Après deux années de flambée des prix, l'immobilier chinois revient peu à peu sur ses rails. Pour autant, le gouvernement ne relâchera pas son contrôle de sitôt.
Lan Xinzhen
C'est officiel, il y a un pilote dans l'avion immobilier chinois. Le marché montre des signes de ralentissement. Lors d'une réunion du Conseil des affaires d'Etat tenue le 31 janvier, le Premier ministre Wen Jiabao a néanmoins réitéré la position du gouvernement, qui souhaite consolider les mesures visant à freiner la spéculation immobilière ainsi que les prix du logement.
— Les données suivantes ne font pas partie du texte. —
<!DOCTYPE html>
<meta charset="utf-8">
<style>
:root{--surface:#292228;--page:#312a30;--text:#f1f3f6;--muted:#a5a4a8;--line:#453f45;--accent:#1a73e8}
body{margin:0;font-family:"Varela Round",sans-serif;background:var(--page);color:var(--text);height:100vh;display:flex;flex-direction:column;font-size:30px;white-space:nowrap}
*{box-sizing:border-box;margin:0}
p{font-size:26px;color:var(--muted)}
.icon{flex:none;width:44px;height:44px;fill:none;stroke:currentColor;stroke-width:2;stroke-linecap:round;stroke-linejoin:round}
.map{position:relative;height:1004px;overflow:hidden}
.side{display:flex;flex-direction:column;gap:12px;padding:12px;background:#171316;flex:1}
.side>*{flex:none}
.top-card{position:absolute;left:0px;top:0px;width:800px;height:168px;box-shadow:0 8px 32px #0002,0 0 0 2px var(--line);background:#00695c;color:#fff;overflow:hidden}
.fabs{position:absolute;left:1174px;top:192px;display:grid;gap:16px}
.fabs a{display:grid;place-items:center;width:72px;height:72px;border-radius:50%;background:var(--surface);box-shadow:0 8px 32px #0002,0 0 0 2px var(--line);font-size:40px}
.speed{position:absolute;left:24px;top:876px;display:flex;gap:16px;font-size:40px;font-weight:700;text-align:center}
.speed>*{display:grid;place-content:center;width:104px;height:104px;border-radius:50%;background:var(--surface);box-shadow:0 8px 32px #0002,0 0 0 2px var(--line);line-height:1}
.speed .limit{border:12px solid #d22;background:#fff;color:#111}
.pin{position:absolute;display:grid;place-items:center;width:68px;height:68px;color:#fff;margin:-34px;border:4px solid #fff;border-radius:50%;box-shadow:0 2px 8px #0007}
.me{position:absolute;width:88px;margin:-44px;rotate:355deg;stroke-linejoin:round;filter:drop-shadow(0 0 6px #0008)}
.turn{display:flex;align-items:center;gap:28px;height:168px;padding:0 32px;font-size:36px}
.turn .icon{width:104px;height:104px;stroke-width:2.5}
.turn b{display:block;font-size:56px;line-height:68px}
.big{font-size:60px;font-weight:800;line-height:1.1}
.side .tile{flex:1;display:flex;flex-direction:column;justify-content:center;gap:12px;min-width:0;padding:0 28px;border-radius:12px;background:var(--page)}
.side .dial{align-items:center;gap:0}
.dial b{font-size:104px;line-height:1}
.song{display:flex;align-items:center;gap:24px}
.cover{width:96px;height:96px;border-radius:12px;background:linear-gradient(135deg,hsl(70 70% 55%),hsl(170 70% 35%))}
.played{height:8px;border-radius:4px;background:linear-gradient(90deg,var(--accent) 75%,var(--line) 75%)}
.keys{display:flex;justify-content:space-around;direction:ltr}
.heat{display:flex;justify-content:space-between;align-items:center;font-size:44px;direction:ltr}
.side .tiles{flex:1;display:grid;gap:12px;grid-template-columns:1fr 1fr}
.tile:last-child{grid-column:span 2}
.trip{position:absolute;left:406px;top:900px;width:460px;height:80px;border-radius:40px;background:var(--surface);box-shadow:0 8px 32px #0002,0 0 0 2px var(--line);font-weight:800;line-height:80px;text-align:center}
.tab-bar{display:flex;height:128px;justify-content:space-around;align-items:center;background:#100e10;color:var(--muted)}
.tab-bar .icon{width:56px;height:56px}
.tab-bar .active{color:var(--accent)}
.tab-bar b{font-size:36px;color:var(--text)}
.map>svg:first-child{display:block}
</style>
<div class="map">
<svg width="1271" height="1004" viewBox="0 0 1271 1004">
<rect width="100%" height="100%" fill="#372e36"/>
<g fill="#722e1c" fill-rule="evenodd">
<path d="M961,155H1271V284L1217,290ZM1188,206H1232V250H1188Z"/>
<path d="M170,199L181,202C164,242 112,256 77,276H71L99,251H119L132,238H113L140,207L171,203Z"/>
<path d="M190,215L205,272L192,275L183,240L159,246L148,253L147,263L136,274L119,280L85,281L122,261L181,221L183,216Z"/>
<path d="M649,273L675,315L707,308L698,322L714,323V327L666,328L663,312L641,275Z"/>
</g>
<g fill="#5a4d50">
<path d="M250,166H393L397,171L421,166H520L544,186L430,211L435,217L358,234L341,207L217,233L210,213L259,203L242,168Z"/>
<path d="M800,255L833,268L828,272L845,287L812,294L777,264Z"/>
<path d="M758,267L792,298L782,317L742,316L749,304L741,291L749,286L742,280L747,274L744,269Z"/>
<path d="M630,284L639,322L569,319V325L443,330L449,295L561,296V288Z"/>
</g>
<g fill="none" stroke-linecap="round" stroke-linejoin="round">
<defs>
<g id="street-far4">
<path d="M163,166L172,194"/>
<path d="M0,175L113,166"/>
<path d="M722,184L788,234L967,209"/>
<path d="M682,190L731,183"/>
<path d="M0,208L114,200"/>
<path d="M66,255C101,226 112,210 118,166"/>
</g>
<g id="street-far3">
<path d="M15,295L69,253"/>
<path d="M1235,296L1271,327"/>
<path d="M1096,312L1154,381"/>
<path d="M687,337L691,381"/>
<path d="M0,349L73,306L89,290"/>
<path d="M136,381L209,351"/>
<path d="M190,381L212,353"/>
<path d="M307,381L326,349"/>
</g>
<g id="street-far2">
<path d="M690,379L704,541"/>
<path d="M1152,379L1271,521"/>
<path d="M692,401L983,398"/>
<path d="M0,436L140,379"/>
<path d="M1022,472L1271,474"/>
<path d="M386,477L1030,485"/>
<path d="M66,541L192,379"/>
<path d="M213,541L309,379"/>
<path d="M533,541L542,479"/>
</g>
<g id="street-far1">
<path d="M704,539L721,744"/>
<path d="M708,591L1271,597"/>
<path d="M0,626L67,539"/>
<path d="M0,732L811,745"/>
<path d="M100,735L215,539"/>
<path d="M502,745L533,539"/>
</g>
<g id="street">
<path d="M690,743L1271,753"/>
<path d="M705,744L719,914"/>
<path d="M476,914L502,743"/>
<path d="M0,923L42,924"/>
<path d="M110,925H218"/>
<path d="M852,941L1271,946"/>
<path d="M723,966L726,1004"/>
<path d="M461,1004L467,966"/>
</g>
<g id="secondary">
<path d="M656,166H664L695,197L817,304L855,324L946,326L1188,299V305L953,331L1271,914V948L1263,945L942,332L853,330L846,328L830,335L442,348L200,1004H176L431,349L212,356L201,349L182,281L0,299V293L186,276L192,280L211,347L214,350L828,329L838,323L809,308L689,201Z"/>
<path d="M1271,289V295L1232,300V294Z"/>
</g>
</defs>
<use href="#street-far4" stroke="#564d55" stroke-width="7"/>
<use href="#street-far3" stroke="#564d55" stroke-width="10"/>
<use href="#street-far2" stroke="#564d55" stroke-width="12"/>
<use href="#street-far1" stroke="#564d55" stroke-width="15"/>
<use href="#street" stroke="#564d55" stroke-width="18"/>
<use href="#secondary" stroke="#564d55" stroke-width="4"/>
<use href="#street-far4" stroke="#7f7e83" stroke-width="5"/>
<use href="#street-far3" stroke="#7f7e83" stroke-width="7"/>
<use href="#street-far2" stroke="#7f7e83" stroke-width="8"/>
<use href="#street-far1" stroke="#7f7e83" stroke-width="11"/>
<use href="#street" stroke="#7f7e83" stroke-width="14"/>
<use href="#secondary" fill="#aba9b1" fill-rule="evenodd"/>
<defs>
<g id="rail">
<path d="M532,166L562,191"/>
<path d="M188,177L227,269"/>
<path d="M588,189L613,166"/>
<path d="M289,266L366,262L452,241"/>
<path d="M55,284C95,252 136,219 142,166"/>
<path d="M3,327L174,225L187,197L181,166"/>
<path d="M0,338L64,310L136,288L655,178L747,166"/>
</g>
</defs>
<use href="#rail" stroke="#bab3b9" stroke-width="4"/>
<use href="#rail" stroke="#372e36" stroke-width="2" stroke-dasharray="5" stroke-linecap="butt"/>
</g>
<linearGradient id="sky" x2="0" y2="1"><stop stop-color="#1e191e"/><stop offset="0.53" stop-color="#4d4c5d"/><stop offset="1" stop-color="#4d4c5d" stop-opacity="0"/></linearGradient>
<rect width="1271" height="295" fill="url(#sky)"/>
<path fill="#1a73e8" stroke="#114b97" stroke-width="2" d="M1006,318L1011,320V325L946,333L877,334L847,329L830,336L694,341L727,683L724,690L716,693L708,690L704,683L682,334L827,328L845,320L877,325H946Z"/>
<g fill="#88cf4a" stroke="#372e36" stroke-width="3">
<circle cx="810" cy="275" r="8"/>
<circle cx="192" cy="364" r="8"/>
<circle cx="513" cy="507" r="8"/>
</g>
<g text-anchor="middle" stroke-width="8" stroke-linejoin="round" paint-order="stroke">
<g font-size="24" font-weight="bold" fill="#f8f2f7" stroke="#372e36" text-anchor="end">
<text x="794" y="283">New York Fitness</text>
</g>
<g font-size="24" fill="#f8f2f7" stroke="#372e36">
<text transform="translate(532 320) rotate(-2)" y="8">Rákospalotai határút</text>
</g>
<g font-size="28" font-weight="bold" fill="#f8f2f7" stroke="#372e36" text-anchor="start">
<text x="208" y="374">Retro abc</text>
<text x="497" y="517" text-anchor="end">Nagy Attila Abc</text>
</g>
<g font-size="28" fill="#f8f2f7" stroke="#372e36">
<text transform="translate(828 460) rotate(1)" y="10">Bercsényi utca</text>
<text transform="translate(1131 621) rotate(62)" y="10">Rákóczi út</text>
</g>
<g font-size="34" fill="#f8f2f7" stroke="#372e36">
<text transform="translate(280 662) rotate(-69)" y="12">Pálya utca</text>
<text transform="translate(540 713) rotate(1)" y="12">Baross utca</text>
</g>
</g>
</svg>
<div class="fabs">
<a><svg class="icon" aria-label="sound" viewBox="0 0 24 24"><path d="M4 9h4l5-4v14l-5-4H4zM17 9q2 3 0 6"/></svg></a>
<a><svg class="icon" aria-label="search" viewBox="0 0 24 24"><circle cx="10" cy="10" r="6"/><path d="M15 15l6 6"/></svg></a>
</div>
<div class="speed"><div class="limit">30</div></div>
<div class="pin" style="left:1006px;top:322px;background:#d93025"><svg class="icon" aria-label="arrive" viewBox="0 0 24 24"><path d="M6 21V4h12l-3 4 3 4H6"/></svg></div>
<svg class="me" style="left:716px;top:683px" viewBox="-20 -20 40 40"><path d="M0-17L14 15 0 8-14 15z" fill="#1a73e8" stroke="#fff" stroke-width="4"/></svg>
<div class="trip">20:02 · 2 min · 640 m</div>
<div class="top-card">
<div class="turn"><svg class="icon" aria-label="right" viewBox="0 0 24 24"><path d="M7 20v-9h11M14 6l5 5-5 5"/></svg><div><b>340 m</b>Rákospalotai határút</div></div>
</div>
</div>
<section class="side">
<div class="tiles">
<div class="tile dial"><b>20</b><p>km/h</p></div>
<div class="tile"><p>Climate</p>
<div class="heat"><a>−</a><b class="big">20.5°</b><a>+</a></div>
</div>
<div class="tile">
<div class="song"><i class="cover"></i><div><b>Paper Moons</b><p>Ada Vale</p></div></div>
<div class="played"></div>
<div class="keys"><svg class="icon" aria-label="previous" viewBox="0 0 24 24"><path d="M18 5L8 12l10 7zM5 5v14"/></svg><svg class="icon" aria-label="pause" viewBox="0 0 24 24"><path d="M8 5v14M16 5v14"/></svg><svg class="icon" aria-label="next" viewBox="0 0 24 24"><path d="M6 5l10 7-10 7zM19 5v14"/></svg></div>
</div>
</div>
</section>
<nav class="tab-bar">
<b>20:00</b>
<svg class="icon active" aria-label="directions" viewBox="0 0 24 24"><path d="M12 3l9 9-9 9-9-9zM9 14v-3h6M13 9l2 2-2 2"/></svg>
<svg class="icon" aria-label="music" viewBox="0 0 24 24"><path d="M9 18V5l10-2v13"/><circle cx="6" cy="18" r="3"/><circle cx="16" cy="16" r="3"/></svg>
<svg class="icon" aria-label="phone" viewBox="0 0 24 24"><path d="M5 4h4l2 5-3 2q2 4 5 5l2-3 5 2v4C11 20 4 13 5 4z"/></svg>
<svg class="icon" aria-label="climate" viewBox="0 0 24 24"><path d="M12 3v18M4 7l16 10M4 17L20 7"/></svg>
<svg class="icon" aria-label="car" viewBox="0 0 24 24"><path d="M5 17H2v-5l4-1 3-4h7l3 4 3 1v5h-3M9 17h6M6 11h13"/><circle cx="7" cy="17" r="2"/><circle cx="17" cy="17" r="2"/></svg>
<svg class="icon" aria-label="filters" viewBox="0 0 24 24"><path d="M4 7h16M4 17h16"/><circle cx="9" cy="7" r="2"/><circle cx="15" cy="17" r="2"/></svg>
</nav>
Cette réunion étant organisée pour discuter du rapport d'activité du gouvernement qui sera soumis à la session de l'Assemblée populaire nationale en mars, les remarques de Wen Jiabao ont révélé l'orientation du gouvernement chinois dans le secteur de l'immobilier en 2012 : le contrôle se poursuivra et ne se relâchera pas de sitôt.
Travail de contrôle
Il y a deux ans, le marché immobilier explosait, et les prix des logements ont suscité un mécontentement populaire. Depuis avril 2010, le gouvernement a lancé une nouvelle série de mesures freinant la spéculation, restreignant les prêts et accélérant la construction de logements abordables.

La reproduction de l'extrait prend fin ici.